This blog was prompted by reading a recent post from Cat Treadwell about daily creativity, and how that might work. What roles does creativity play in our lives? What happens if we are creative every day, or more days than not?
Writers are often encouraged to write every day – and there are reasons for considering this, and also reasons for rejecting it. Writing every day will help you build a skills set if you are fairly new to the craft and need to develop. There are things you can only learn by doing them. You won’t know how to write a book length piece until you’ve done it a few times, for example. Most writers learn so much writing the first few books that they don’t want to share them with anyone else. Later in the process, turning up every day can be about refining and revising your work towards a suitable standard as well as putting down words in the first place.
As an occasional musician, someone who dances for fun, colours professionally, writes books, crafts and has even acted on occasion, I’m pretty alert to the mechanics of creativity. You have to practice to develop skills, and regular or at least reasonably frequent practice is best. Even if you’re looking at being creative just for personal pleasure and relaxation, it works better if you have skills to deploy and can feel rewarded by what you achieve. Invest ten thousand hours in anything and you’ll be something of an expert at it. All of this makes clear why daily creative work is a good idea.
However, practicing skills isn’t necessarily a creative-feeling process. Scales on a musical instrument, repetition of dance moves to get them right. Learning a craft technique, or a poetic form, or committing something to memory. These are not things where the fire of inspiration will burn brightly in your head. These are workish things that take you forward.
Often what’s attractive about creativity (especially to would-be bards) is that fire in the head experience. The rush of inspiration, the energy and drive of it, is exciting and powerful. Unhelpfully, when we’re shown creative people in films and media, we’re usually shown them working from that state, going from blank canvas to finished work of genius in the heat of creative passion. No study drawings, no sketching, no planning. This is not how real creativity normally happens. In a real process, there are moves back and forward between flashes of inspiration and working out how to deliver it.
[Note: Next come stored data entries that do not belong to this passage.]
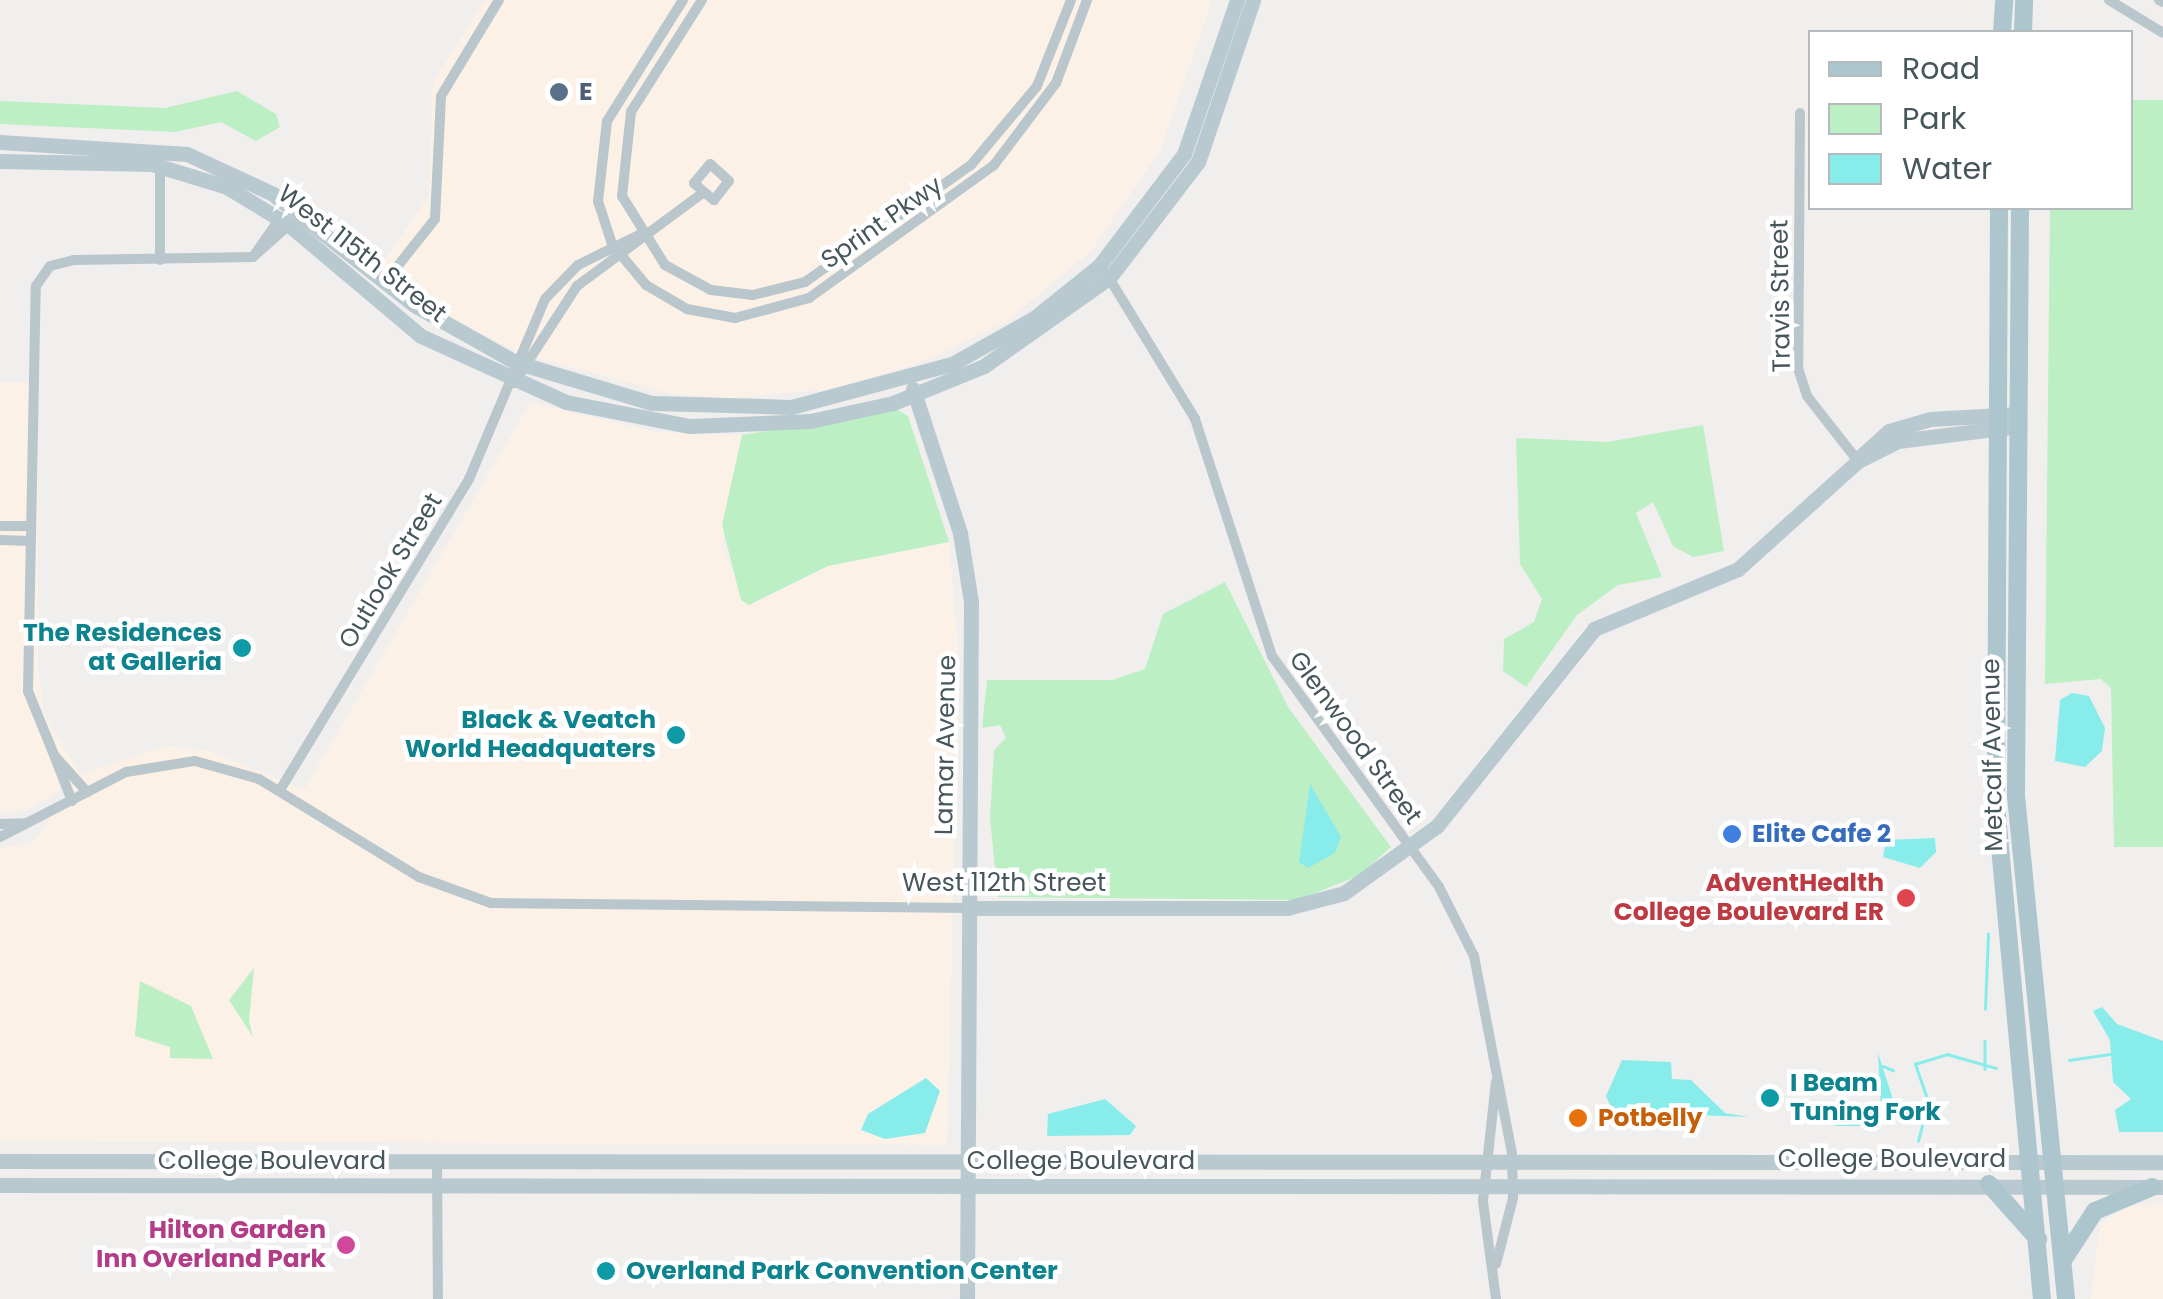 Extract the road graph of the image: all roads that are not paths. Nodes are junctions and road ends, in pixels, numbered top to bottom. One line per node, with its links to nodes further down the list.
1 (499, 0): 27 (street)
2 (683, 0): 23 (street, Sprint Pkwy)
3 (702, 0): 22 (street, Sprint Pkwy)
4 (1072, 0): 22 (street, Sprint Pkwy)
5 (1087, 0): 24 (street, Sprint Pkwy)
6 (1237, 0): 26 (street, West 115th Street)
7 (1254, 0): 26 (street, West 115th Street)
8 (2004, 0): 11 (main road)
9 (2024, 0): 12 (main road)
10 (2109, 0): 13 (street)
11 (2002, 30)
12 (2022, 30)
13 (2163, 32)
14 (1800, 113): 33 (street, Travis Street)
15 (0, 142): 27 (street, West 115th Street)
16 (0, 161): 17 (street, West 115th Street)
17 (160, 166): 21 (street, West 115th Street); 25 (street)
18 (704, 192): 22 (street)
19 (2000, 210): 31 (main road, Metcalf Avenue)
20 (2020, 210): 32 (main road, Metcalf Avenue)
21 (285, 222): 25 (street); 29 (street, West 115th Street)
22 (640, 235): 23 (street); 24 (street)
23 (612, 244): 24 (street, Sprint Pkwy); 28 (street)
24 (619, 256): 28 (street)
25 (160, 260): 35 (street)
26 (1104, 272): 30 (street, West 115th Street); 45 (street, Glenwood Street)
27 (385, 282): 28 (street, West 115th Street)
28 (522, 365): 29 (street); 30 (street, West 115th Street)
29 (514, 384): 30 (street, West 115th Street); 39 (street, Outlook Street)
30 (913, 388): 46 (street, Lamar Avenue)
31 (1998, 420): 32 (street, West 112th Street); 33 (street, West 112th Street); 54 (main road, Metcalf Avenue)
32 (2018, 420): 55 (main road, Metcalf Avenue)
33 (1858, 460): 45 (street, West 112th Street)
34 (0, 526): 35 (street)
35 (30, 526): 37 (street)
36 (0, 540): 37 (street)
37 (30, 541): 38 (street)
38 (54, 755): 40 (street); 41 (street)
39 (280, 790): 40 (street, West 112th Street); 46 (street, West 112th Street)
40 (87, 792): 41 (street, West 112th Street)
41 (72, 801): 42 (street, West 112th Street)
42 (25, 823): 43 (street, West 112th Street); 44 (street, West 112th Street)
43 (0, 824)
44 (0, 838)
45 (1410, 847): 46 (street, West 112th Street); 47 (street, Glenwood Street)
46 (969, 908): 50 (street, Lamar Avenue)
47 (1498, 1072): 51 (street, Glenwood Street); 53 (street, Glenwood Street)
48 (0, 1161): 49 (street, College Boulevard)
49 (437, 1162): 50 (street, College Boulevard); 62 (street)
50 (966, 1162): 51 (street, College Boulevard); 63 (street, Lamar Avenue)
51 (1484, 1162): 53 (street, College Boulevard); 56 (street, Glenwood Street)
52 (2163, 1162): 55 (street, College Boulevard)
53 (1511, 1163): 54 (street, College Boulevard); 57 (street, Glenwood Street)
54 (2034, 1164): 55 (street, College Boulevard); 59 (main road, Metcalf Avenue)
55 (2054, 1164): 61 (main road, Metcalf Avenue)
56 (1483, 1184): 57 (street, College Boulevard); 63 (street, College Boulevard); 67 (street, Glenwood Street)
57 (1512, 1184): 58 (street, College Boulevard); 67 (street, Glenwood Street)
58 (1989, 1184): 59 (street, College Boulevard); 65 (main road)
59 (2036, 1184): 61 (street, College Boulevard); 65 (main road, Metcalf Avenue)
60 (0, 1185): 62 (street, College Boulevard)
61 (2056, 1185): 64 (street, College Boulevard); 66 (main road, Metcalf Avenue)
62 (436, 1186): 63 (street, College Boulevard); 68 (street)
63 (966, 1186): 69 (street, Lamar Avenue)
64 (2158, 1187): 66 (main road)
65 (2038, 1239): 71 (main road, Metcalf Avenue)
66 (2065, 1257): 72 (main road, Metcalf Avenue)
67 (1496, 1264): 70 (street, Glenwood Street)
68 (438, 1299)
69 (967, 1299)
70 (1496, 1299)
71 (2042, 1299)
72 (2066, 1299)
Whether you need to show up every day and do something creative depends a lot on your inspiration rhythms and where you are in your process. If you are learning or refining, then turning up as often as you can is the best idea. If you are waiting for inspiration to strike, turning up can be counter-productive. Some people find it works to make the space for inspiration by sitting down to write something. I don’t find that works for me, and the work I force out when I don’t feel ready is never work I like. It is better for me to ferment ideas, and run with them when I feel ready. I also find it helps to take time off and give my brain space to come up with ideas.
Much of what I do isn’t heat-of-inspiration work. I don’t need to feel inspired to do comics colouring, it’s a process of applying what skills I have. Ideas may occur to me as I colour, but they aren’t big or dramatic ideas, just ways of delivering on the work I am doing. Crafting is similar – I need inspiration to start a project, but once I have that, the rest is just mostly about getting it done.
There’s no one right answer here that guarantees success and good quality creative output. You have to know where you are with your skills set – if you are learning and if practice is the most important thing. You need to know what the form you’re working in really requires. You have to know where inspiration fits in your process, and you need to know what you need to do to find the inspiration you need.